Task objective -
Exactly as written, return the entries below, minus any pictures.

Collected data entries
=== Begin Enclosure ===

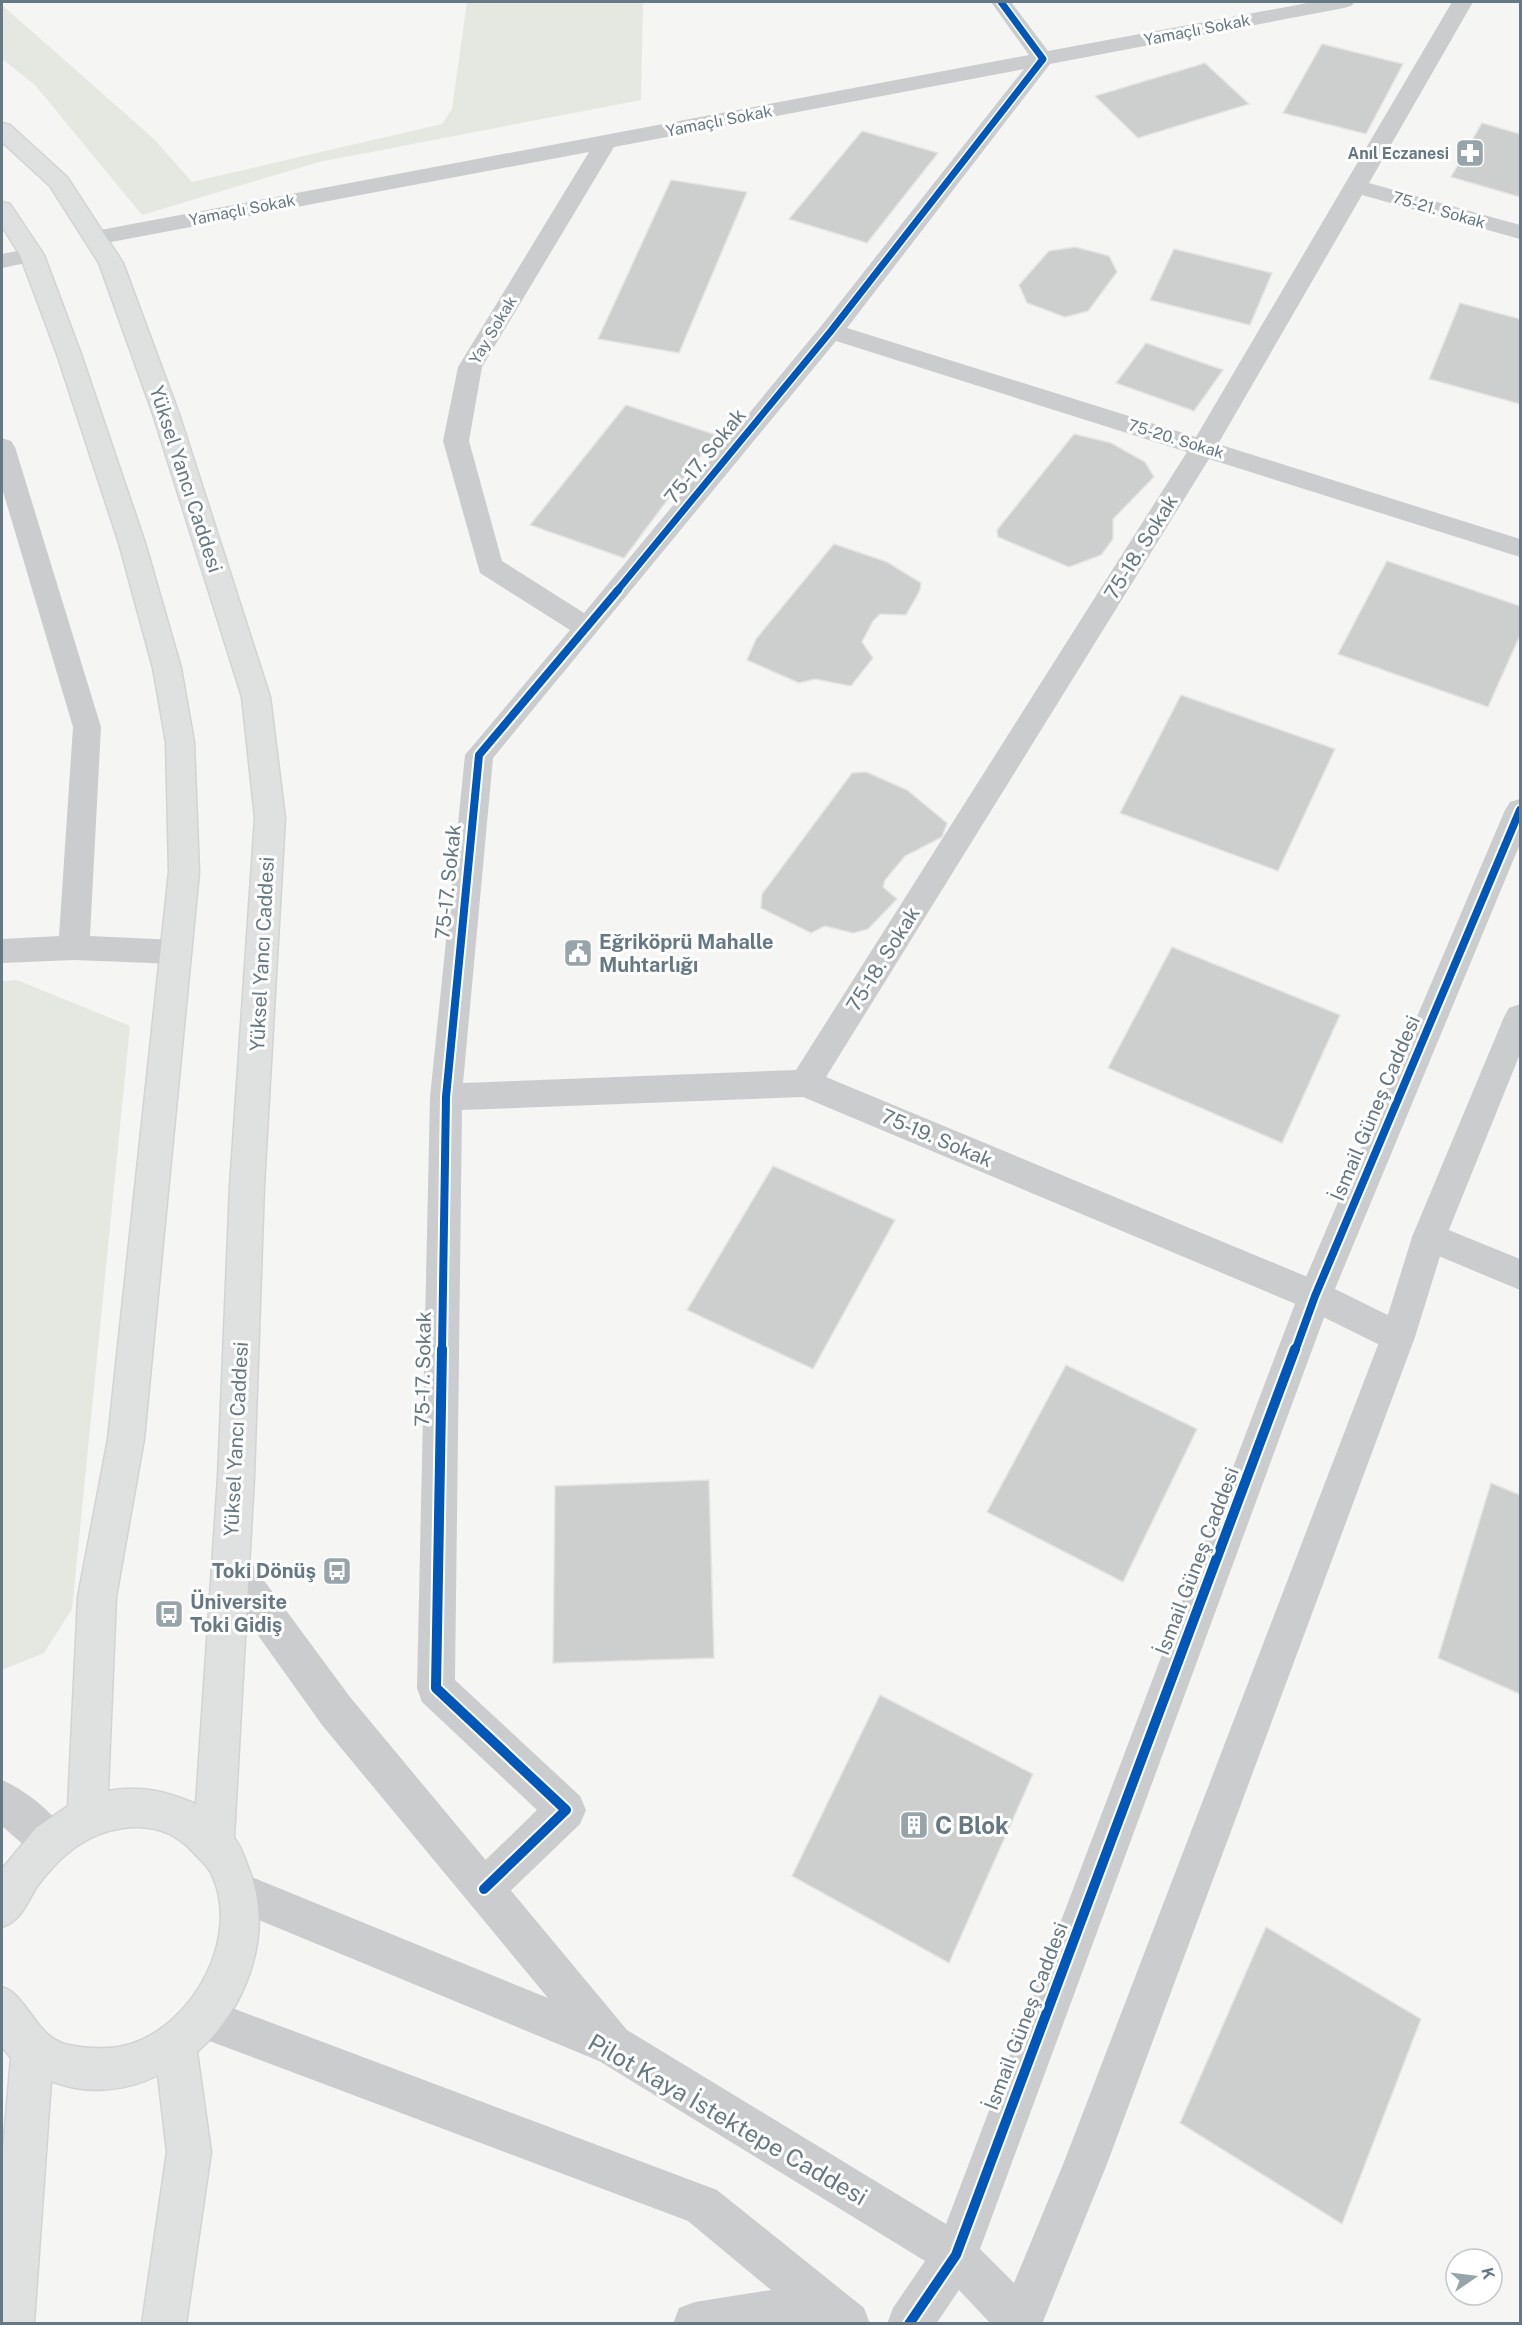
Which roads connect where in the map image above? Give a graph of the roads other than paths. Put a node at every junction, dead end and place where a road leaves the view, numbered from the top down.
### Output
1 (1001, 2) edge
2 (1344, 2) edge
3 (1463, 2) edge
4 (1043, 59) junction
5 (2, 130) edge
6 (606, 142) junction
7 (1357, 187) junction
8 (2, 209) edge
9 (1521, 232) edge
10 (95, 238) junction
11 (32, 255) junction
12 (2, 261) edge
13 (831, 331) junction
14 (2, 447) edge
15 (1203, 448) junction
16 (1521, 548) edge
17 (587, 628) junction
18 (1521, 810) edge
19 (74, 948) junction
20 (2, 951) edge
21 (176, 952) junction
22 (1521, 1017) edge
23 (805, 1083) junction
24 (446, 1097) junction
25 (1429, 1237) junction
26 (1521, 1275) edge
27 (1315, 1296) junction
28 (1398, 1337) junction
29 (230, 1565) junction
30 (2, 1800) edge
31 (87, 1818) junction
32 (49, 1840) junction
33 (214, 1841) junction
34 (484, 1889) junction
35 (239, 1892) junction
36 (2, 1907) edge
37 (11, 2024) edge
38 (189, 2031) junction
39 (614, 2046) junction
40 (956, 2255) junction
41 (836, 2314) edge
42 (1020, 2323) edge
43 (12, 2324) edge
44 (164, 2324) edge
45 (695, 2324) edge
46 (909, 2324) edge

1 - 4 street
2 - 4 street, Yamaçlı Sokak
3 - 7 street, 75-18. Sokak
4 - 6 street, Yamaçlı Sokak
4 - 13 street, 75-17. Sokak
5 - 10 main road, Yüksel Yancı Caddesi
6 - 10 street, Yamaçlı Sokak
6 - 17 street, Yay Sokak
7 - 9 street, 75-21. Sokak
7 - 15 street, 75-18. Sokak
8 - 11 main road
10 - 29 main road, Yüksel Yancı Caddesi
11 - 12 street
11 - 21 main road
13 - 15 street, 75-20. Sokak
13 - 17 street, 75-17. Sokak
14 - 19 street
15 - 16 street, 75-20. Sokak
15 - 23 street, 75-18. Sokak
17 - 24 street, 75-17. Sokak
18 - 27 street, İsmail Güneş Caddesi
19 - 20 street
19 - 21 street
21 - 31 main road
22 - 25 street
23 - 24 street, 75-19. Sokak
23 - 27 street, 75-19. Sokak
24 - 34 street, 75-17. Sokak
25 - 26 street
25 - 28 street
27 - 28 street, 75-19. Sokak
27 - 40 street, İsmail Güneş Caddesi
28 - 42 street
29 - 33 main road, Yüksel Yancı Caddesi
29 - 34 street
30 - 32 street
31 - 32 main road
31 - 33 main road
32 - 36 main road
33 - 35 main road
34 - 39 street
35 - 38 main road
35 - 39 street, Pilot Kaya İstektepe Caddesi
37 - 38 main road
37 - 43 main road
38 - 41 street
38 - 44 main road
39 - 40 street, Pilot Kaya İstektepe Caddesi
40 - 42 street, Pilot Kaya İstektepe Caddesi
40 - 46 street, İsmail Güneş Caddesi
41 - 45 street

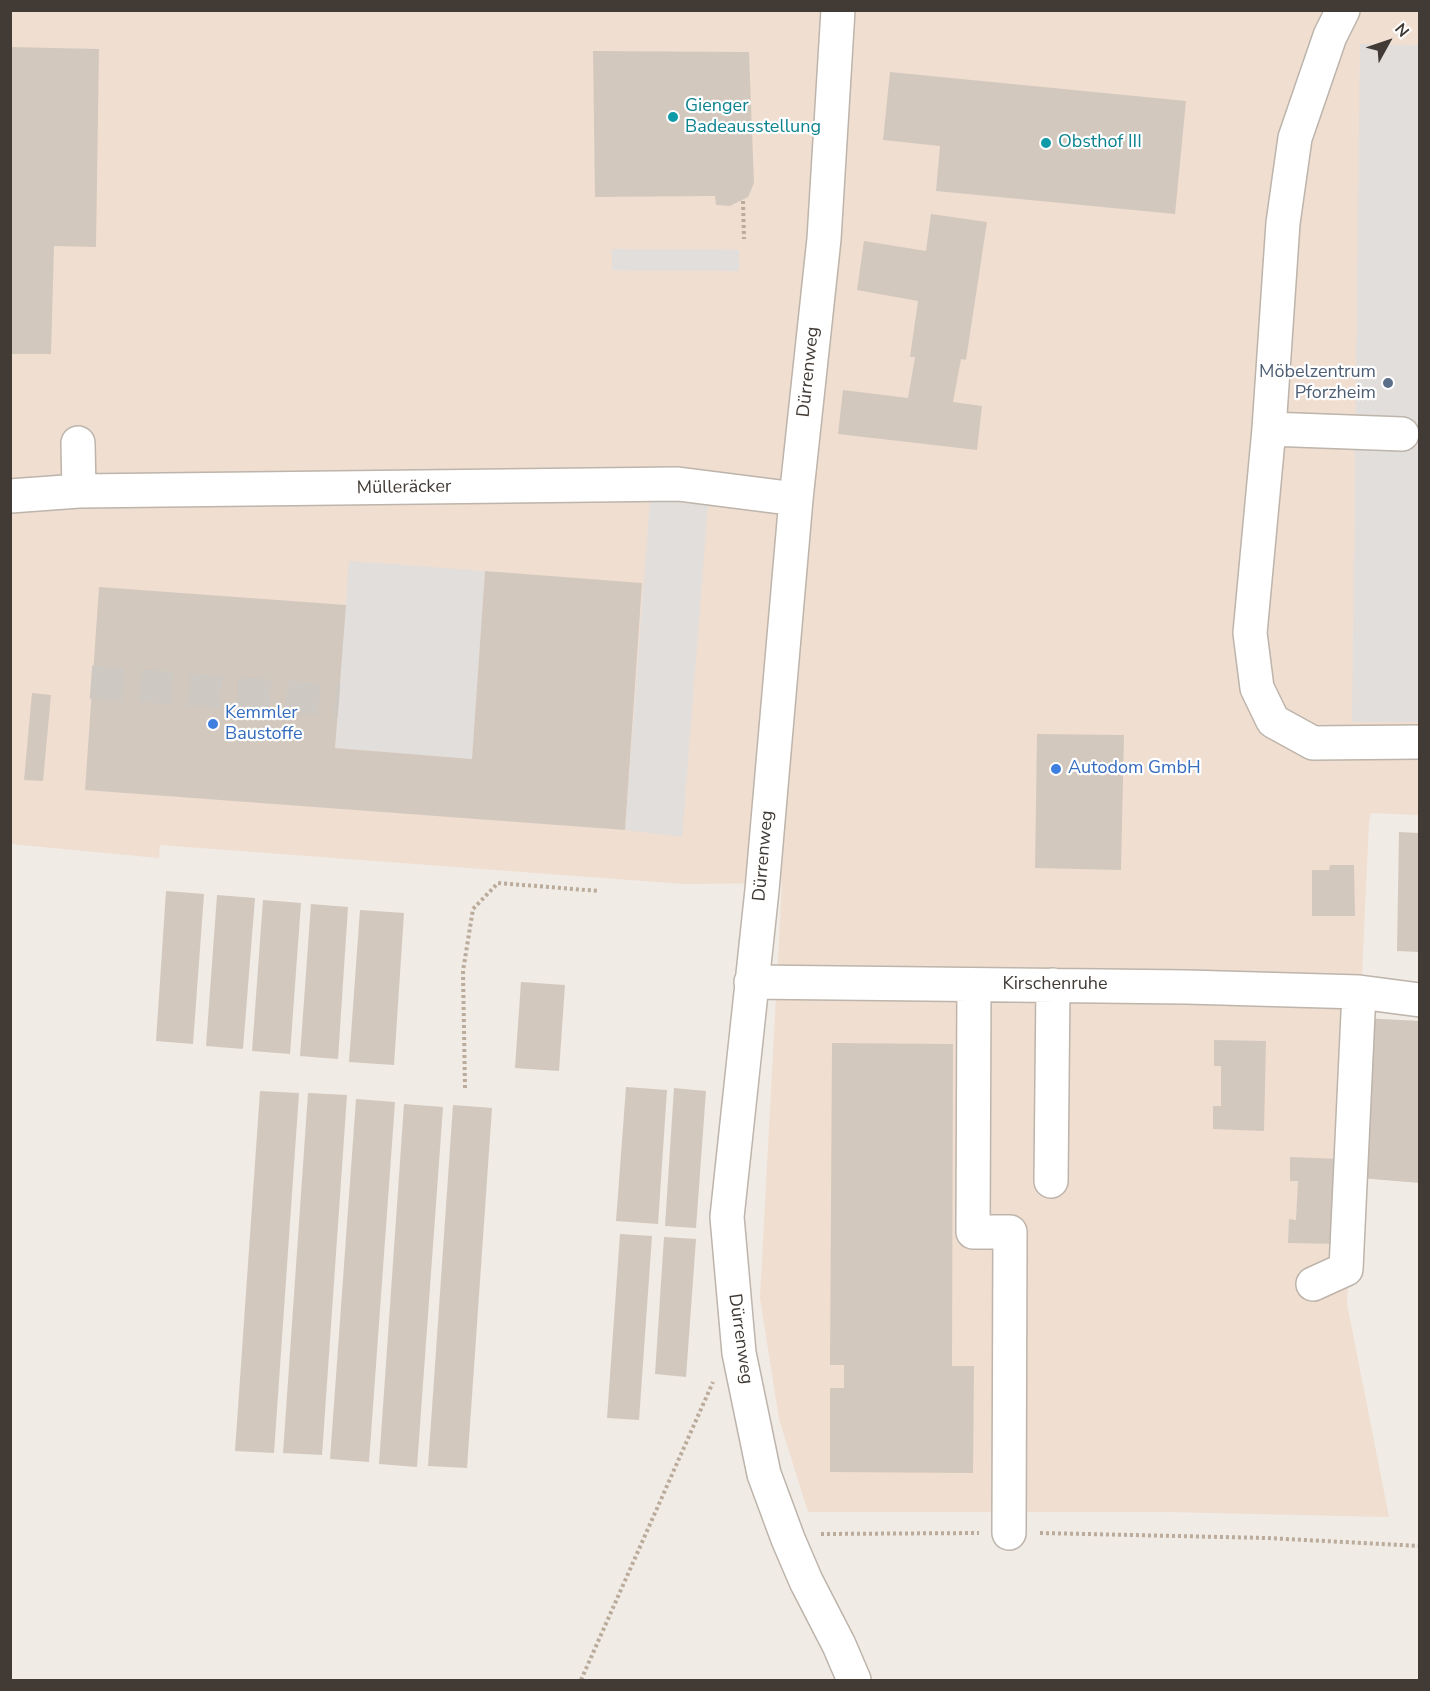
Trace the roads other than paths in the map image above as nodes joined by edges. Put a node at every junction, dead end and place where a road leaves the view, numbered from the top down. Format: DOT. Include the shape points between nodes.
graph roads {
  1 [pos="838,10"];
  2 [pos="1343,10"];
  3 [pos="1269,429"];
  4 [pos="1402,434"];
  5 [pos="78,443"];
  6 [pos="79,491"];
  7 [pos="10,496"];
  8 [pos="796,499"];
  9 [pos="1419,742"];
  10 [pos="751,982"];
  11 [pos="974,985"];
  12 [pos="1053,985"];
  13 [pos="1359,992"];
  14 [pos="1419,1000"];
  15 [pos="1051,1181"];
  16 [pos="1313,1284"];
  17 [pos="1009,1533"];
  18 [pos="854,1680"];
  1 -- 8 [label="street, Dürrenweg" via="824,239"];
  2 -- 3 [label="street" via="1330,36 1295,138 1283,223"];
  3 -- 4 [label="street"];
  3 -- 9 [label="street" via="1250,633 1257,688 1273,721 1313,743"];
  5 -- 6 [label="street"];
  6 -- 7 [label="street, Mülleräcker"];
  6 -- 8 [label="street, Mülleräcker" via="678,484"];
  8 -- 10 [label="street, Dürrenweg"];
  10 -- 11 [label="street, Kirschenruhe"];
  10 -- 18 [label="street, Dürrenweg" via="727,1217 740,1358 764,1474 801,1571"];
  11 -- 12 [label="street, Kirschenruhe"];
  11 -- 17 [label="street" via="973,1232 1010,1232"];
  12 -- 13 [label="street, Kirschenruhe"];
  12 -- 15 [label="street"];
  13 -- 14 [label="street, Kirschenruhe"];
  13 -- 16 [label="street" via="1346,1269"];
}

=== End Enclosure ===

Final answer -
Which roads connect where in the map image above? Give a graph of the roads other than paths. Put a node at every junction, dead end and place where a road leaves the view, numbered from the top down.
### Output
1 (1001, 2) edge
2 (1344, 2) edge
3 (1463, 2) edge
4 (1043, 59) junction
5 (2, 130) edge
6 (606, 142) junction
7 (1357, 187) junction
8 (2, 209) edge
9 (1521, 232) edge
10 (95, 238) junction
11 (32, 255) junction
12 (2, 261) edge
13 (831, 331) junction
14 (2, 447) edge
15 (1203, 448) junction
16 (1521, 548) edge
17 (587, 628) junction
18 (1521, 810) edge
19 (74, 948) junction
20 (2, 951) edge
21 (176, 952) junction
22 (1521, 1017) edge
23 (805, 1083) junction
24 (446, 1097) junction
25 (1429, 1237) junction
26 (1521, 1275) edge
27 (1315, 1296) junction
28 (1398, 1337) junction
29 (230, 1565) junction
30 (2, 1800) edge
31 (87, 1818) junction
32 (49, 1840) junction
33 (214, 1841) junction
34 (484, 1889) junction
35 (239, 1892) junction
36 (2, 1907) edge
37 (11, 2024) edge
38 (189, 2031) junction
39 (614, 2046) junction
40 (956, 2255) junction
41 (836, 2314) edge
42 (1020, 2323) edge
43 (12, 2324) edge
44 (164, 2324) edge
45 (695, 2324) edge
46 (909, 2324) edge

1 - 4 street
2 - 4 street, Yamaçlı Sokak
3 - 7 street, 75-18. Sokak
4 - 6 street, Yamaçlı Sokak
4 - 13 street, 75-17. Sokak
5 - 10 main road, Yüksel Yancı Caddesi
6 - 10 street, Yamaçlı Sokak
6 - 17 street, Yay Sokak
7 - 9 street, 75-21. Sokak
7 - 15 street, 75-18. Sokak
8 - 11 main road
10 - 29 main road, Yüksel Yancı Caddesi
11 - 12 street
11 - 21 main road
13 - 15 street, 75-20. Sokak
13 - 17 street, 75-17. Sokak
14 - 19 street
15 - 16 street, 75-20. Sokak
15 - 23 street, 75-18. Sokak
17 - 24 street, 75-17. Sokak
18 - 27 street, İsmail Güneş Caddesi
19 - 20 street
19 - 21 street
21 - 31 main road
22 - 25 street
23 - 24 street, 75-19. Sokak
23 - 27 street, 75-19. Sokak
24 - 34 street, 75-17. Sokak
25 - 26 street
25 - 28 street
27 - 28 street, 75-19. Sokak
27 - 40 street, İsmail Güneş Caddesi
28 - 42 street
29 - 33 main road, Yüksel Yancı Caddesi
29 - 34 street
30 - 32 street
31 - 32 main road
31 - 33 main road
32 - 36 main road
33 - 35 main road
34 - 39 street
35 - 38 main road
35 - 39 street, Pilot Kaya İstektepe Caddesi
37 - 38 main road
37 - 43 main road
38 - 41 street
38 - 44 main road
39 - 40 street, Pilot Kaya İstektepe Caddesi
40 - 42 street, Pilot Kaya İstektepe Caddesi
40 - 46 street, İsmail Güneş Caddesi
41 - 45 street

Trace the roads other than paths in the map image above as nodes joined by edges. Put a node at every junction, dead end and place where a road leaves the view, numbered from the top down. Format: DOT. Include the shape points between nodes.
graph roads {
  1 [pos="838,10"];
  2 [pos="1343,10"];
  3 [pos="1269,429"];
  4 [pos="1402,434"];
  5 [pos="78,443"];
  6 [pos="79,491"];
  7 [pos="10,496"];
  8 [pos="796,499"];
  9 [pos="1419,742"];
  10 [pos="751,982"];
  11 [pos="974,985"];
  12 [pos="1053,985"];
  13 [pos="1359,992"];
  14 [pos="1419,1000"];
  15 [pos="1051,1181"];
  16 [pos="1313,1284"];
  17 [pos="1009,1533"];
  18 [pos="854,1680"];
  1 -- 8 [label="street, Dürrenweg" via="824,239"];
  2 -- 3 [label="street" via="1330,36 1295,138 1283,223"];
  3 -- 4 [label="street"];
  3 -- 9 [label="street" via="1250,633 1257,688 1273,721 1313,743"];
  5 -- 6 [label="street"];
  6 -- 7 [label="street, Mülleräcker"];
  6 -- 8 [label="street, Mülleräcker" via="678,484"];
  8 -- 10 [label="street, Dürrenweg"];
  10 -- 11 [label="street, Kirschenruhe"];
  10 -- 18 [label="street, Dürrenweg" via="727,1217 740,1358 764,1474 801,1571"];
  11 -- 12 [label="street, Kirschenruhe"];
  11 -- 17 [label="street" via="973,1232 1010,1232"];
  12 -- 13 [label="street, Kirschenruhe"];
  12 -- 15 [label="street"];
  13 -- 14 [label="street, Kirschenruhe"];
  13 -- 16 [label="street" via="1346,1269"];
}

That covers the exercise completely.